Toshi Reagon is a singer, composer, curator, and producer with a profound ear for sonic Americana--from folk to funk, from blues to rock. Her many collaborators include Lizz Wright,
Carl Hancock Rux,
Allison Miller,
Meshell Ndegeocello, and her mother
Bernice Johnson Reagon. In addition to touring as a solo artist and with her band BIGLovely, Toshi's current projects include Celebrate The Great Women of Blues and Jazz, a 16-piece all-women's performance featuring some of New York's best instrumentalists and vocalists; The Blues Project, a 2015 Bessie Award winning dance, theater, and music piece produced in collaboration with Dorrance Dance; the opera Zinnias - The Life of
Clementine Hunter; and
Meshell Ndegeocello's Can I Get A Witness: The Gospel of
James Baldwin. Toshi recently developed an opera based on
Octavia Butler's novel Parable of the Sower, which debuted in fall 2017 and was recently featured at
The Public Theater. In 2011, Toshi created Word* Rock* & Sword: A Festival
Celebration of Women's Lives, a festival that brings together musicians, filmmakers, heath practitioners, dancers, activists, writers, community organizations, and everyday brilliant people each September. Toshi has co-composed music for two
Peabody Award-winning films, received an NYFA award for music composition, a Black Lily Music and Film Festival Award, OutMusic's Heritage Award, a NEFA National Theater
Project creation and touring grant, and is a National Women's History Month Honoree. She was named a 2015 Art of Change Fellow by the Ford Foundation, and is the first University of North Carolina Mellon Foundation DisTIL fellow.

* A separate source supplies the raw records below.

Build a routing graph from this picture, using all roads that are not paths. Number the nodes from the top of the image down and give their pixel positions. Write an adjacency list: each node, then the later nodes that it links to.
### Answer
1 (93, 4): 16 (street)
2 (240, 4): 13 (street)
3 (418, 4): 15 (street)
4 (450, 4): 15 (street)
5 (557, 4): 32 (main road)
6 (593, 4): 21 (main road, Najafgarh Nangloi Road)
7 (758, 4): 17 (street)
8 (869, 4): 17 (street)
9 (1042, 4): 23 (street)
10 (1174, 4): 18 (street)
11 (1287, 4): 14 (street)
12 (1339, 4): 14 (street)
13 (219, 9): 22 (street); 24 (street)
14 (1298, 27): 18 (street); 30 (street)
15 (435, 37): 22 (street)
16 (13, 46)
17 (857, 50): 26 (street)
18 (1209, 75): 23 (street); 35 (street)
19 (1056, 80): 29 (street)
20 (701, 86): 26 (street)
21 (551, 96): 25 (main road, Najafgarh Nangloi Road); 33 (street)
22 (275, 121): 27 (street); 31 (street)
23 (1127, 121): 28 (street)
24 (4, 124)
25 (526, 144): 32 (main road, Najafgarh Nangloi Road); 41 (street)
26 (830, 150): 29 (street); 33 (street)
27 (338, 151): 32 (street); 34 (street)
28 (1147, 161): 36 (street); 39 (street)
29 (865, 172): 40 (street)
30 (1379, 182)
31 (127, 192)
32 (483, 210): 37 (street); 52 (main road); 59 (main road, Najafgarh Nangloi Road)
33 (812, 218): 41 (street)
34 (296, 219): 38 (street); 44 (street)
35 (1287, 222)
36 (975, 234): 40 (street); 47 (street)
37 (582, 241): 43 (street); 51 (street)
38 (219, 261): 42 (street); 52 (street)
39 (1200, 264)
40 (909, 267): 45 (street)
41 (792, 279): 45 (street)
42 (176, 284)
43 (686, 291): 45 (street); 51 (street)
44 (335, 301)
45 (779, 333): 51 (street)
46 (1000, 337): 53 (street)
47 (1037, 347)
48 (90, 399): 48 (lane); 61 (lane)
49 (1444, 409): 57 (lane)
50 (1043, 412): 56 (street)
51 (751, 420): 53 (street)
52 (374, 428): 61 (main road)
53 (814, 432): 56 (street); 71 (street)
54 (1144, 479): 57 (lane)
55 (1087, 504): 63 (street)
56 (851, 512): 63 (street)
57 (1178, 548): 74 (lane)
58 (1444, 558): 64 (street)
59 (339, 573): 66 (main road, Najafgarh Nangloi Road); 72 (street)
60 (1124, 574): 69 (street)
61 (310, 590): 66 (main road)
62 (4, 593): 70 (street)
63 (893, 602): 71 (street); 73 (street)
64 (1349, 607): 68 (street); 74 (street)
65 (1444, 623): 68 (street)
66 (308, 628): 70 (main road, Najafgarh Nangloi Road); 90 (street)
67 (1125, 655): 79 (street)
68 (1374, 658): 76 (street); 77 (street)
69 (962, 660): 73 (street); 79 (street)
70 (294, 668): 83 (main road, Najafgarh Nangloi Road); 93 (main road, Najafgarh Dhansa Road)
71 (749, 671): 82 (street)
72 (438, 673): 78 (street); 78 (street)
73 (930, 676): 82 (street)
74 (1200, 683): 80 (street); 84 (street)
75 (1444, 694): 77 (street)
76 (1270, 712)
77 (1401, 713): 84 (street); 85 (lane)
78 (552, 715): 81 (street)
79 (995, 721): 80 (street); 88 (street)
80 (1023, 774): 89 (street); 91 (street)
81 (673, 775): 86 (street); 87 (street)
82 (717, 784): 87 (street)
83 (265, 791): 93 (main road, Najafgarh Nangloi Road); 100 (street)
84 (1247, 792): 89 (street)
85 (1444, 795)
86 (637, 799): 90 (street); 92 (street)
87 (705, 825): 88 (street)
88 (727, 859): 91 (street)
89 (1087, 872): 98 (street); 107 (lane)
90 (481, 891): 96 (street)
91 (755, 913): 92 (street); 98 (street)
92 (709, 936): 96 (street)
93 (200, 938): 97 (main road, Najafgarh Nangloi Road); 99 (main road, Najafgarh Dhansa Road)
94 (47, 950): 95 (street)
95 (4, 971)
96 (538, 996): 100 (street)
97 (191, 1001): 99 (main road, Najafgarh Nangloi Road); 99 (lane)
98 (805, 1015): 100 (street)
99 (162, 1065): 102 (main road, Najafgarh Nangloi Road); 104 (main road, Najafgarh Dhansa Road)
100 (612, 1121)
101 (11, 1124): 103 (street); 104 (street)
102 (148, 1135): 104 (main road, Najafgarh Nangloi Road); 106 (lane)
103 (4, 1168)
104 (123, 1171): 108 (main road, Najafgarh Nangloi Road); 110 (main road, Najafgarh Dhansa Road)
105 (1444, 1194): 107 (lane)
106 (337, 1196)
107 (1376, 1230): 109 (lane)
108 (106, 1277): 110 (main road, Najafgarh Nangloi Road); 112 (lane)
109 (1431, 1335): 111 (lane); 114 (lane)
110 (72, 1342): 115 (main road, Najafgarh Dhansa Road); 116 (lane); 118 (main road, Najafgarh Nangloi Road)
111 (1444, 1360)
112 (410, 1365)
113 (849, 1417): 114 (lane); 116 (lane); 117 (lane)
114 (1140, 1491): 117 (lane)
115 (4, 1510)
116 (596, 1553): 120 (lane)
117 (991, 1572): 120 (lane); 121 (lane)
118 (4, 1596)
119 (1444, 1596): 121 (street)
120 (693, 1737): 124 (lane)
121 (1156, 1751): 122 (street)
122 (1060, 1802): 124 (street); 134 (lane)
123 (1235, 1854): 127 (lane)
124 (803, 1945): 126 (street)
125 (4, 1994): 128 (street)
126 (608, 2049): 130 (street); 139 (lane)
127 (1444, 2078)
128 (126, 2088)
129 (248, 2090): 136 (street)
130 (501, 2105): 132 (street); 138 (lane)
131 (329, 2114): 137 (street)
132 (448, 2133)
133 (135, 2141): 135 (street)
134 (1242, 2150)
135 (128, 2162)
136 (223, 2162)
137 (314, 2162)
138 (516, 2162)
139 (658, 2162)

Kenny Seymour has developed a reputation as a consummate professional for his creativity, talent, versatility and all around great musicianship. He has worked with some of Broadway's top producers, composers, playwrights, choreographers and directors, as well as many up and coming directors of film and television. His credits include: Broadway/Off-Broadway: Ain't Too Proud: The Life & Times of the Temptations (Music Supervisor/Music Director/Arranger), Tony Award-winning Best Musical
Memphis (Music Director/Conductor), Amazing Grace: An Epic Musical (Orchestrator), Half Time: A New Musical (Dance Music Arranger/Electronic Music Producer), MARLEY: A Premiere Musical (Music Supervisor/ Arranger/Orchestrator), Tallest Tree In The Forest (Music Director/ Arranger/Incidental Music), Scary Musical (Orchestrator), Big Maybelle: Soul of the Blues (Music Supervisor/ Orchestrator), The Wiz at
La Jolla Playhouse (Dance Music Arranger),
Hot Feet: The Music of Earth, Wind & Fire (Synth Programmer). Film/TV: Melinda (Composer/Sound Design), Guitar Man (Composer/Sound Design), Yemoja: Rise of the
Orishas (Composer), Oya: Rise of The Suporishas (Composer), Talking with the Taxman About Poetry (Composer & Recipient of the 2013 Global Music Award for Best Original Score), The Fringe (Composer). Music Arranger/Orchestrator for shows on Fox, BET, NBC as well as the Inaugural Ball for
President Barack Obama. Mr. Seymour has performed around the world, from the legendary
Apollo Theatre and
Carnegie Hall to the Montreux Jazz Festival. Education: Fiorello H. LaGuardia High School of Music and Art, Manhattan School of Music, and Berklee College of Music.